One of the things that struck me in going on the tour and talking to a number of people who are part of that family centre at Windsor Park in Halifax is that they really are in many ways the first-line people. These family centres across the country are the families of the military people. They're the ones who hear the daily stories from the families, from the wives, and from the kids as they come through there. They often say much of what you're saying: It's very difficult to get the military people to open up. They don't want us intruding in their lives. That's basically what they say. They are very proud. They're very much part of the family themselves. And getting through there, we have to support what they want to do. But we cannot say “This is the answer,” and put it on top of them. They made that abundantly clear over and over again.
Last week, when that young lady was killed in Halifax—she was a military wife, and ironically, she was killed in a head-on collision with a military bus--the first thing I thought of was that there would be that military family at these centres who would be dealing with those issues before the department, before the government, got involved.
Whatever we're doing, I think we have to really connect with them, those people who are the family members, because they will talk about the very thing. They know that there are services. I've heard the comment that they may or may not find out about them, but that's probably as good a place as any to find them, particularly for the younger military and younger veterans, who aren't traditionally connected.

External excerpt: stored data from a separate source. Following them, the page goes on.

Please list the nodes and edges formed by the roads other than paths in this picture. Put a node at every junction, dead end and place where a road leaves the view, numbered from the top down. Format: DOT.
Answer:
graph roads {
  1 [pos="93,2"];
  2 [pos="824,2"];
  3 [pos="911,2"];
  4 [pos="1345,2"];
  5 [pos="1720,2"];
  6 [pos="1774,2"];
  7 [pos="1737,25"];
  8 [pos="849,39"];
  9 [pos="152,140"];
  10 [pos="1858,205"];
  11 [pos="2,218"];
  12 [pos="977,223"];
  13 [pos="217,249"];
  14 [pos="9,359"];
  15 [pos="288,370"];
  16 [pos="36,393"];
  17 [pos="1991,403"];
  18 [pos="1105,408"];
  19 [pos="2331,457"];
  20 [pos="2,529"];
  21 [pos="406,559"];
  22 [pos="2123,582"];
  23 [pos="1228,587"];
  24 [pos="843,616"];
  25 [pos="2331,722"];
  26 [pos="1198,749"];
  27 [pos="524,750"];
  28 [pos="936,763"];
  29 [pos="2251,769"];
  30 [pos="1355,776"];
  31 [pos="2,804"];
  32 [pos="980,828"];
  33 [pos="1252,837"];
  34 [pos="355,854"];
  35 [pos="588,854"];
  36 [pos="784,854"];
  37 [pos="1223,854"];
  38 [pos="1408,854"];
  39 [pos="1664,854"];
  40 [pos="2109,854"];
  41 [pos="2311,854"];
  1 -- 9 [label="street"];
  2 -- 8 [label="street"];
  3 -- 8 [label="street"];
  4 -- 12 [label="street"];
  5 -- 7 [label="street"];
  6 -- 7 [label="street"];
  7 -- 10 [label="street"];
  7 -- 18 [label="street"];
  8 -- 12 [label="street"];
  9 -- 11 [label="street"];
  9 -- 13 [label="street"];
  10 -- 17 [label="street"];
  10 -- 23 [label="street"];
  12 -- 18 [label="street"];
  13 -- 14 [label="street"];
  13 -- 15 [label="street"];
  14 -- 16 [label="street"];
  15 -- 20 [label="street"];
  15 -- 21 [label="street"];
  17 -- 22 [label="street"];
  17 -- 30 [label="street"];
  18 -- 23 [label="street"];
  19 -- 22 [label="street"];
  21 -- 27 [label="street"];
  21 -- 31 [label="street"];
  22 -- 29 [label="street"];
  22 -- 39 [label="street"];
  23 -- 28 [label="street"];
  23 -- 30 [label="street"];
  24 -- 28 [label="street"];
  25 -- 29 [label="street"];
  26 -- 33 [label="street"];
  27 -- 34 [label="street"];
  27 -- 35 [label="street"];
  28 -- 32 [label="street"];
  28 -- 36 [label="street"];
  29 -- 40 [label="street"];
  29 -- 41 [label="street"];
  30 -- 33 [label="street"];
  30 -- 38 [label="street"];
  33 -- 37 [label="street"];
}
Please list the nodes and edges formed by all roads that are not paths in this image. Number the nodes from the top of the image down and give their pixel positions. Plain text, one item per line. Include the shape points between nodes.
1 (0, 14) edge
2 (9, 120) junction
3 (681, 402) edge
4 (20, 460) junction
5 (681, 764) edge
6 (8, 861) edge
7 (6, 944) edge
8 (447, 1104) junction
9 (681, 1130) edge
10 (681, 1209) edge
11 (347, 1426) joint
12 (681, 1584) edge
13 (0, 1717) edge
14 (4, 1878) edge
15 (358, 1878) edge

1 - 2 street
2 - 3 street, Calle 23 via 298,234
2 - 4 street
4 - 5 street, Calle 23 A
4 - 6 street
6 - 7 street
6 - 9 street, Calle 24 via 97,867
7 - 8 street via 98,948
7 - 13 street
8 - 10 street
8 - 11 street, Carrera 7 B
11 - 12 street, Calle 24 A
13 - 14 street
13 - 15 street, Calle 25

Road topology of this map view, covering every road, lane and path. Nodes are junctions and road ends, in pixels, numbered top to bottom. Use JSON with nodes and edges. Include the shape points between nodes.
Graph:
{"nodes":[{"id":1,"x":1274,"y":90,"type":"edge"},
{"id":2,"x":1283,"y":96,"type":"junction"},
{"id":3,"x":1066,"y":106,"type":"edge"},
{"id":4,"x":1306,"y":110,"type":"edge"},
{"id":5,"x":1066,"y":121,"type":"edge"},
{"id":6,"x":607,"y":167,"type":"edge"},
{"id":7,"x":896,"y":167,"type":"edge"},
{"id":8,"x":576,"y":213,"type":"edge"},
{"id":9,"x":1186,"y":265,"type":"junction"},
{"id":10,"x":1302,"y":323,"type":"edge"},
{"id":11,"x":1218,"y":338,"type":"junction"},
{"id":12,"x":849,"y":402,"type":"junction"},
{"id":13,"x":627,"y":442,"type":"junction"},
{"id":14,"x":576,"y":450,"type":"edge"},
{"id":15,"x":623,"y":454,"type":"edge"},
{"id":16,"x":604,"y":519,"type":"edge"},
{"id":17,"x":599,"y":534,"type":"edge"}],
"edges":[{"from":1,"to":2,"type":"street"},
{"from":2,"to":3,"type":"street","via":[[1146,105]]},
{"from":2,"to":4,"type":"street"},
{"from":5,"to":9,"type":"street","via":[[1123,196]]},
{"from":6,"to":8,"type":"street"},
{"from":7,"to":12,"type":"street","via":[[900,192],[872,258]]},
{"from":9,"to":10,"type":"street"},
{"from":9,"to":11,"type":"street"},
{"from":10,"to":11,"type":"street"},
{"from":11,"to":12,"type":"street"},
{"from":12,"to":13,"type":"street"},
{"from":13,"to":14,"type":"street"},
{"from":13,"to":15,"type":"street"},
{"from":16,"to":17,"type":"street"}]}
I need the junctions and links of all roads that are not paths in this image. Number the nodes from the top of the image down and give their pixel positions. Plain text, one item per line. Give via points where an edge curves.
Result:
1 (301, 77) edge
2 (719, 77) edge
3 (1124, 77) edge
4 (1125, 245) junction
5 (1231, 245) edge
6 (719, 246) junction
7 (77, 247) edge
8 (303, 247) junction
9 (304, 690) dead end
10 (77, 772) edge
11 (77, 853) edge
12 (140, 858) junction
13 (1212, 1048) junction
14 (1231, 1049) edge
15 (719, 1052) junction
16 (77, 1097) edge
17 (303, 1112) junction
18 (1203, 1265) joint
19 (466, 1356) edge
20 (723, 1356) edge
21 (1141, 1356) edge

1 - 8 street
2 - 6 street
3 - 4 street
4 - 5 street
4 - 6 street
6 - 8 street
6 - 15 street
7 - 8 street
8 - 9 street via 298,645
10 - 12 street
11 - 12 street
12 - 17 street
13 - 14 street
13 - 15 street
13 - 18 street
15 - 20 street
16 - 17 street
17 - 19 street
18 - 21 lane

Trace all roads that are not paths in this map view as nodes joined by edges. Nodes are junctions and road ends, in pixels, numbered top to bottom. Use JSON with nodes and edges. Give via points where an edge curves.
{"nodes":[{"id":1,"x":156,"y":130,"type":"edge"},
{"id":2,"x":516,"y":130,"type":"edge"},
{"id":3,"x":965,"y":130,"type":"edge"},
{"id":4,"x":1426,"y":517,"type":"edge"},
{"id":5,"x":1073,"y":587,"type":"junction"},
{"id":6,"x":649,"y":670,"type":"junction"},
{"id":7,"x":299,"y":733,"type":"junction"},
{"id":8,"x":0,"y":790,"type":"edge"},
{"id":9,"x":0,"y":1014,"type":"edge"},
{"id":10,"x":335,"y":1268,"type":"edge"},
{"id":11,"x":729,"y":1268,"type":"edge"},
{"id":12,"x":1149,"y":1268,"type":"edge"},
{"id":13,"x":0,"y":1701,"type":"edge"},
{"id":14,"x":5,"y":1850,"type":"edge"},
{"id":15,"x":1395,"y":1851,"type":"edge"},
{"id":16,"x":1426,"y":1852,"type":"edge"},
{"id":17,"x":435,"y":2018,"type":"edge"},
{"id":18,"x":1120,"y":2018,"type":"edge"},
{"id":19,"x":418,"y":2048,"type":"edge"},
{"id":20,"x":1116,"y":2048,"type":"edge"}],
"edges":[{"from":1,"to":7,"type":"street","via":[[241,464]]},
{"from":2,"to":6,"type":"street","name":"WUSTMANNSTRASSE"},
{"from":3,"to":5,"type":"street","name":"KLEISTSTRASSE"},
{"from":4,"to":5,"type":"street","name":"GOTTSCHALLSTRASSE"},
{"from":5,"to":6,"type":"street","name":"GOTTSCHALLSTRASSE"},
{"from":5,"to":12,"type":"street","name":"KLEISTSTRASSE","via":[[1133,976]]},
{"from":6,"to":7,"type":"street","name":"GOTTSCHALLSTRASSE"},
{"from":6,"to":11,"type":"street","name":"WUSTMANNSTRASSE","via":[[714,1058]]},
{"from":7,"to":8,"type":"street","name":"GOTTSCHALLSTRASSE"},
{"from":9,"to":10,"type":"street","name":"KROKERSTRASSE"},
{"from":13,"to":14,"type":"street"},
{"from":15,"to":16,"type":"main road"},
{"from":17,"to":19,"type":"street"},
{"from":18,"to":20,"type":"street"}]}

I just want to make the point that the further we all get into this, the more we realize how difficult the job is to get there. So we have to work harder. I think we all want to get to the same place. I'm not sure we'll get there on all 16 recommendations at the same time, but that's our problem, not yours.
A comment I have, though, and it's sort of a general comment, is that as we move into the next stage, as we finish our work, hopefully it will support the work you're doing and will go back to departments. I start from the premise that I believe the department, particularly professional people, are trying the very best they can to provide the services they can. We're not talking in a critical way about them. But often they find it very difficult to get to the level we're talking about. In other words, there are those people we miss, whether they're homeless or have mental challenges and so on.
I think everybody is looking for direction. Everybody would like some direction as to how we make those next steps, whether it's suicide prevention or intervention or whatever it may be. How do we help get there without simply saying that we have the answer? Because we don't. We know we don't.
Without getting into the 16 recommendations, what do you think the very next step would be? This is an open question. What's the very next step for all of us to take that you think is appropriate? We don't say that this is the answer and this is the end of it. This is a moving and living charter. We know that. What is the next step you think we should take? It's an open question.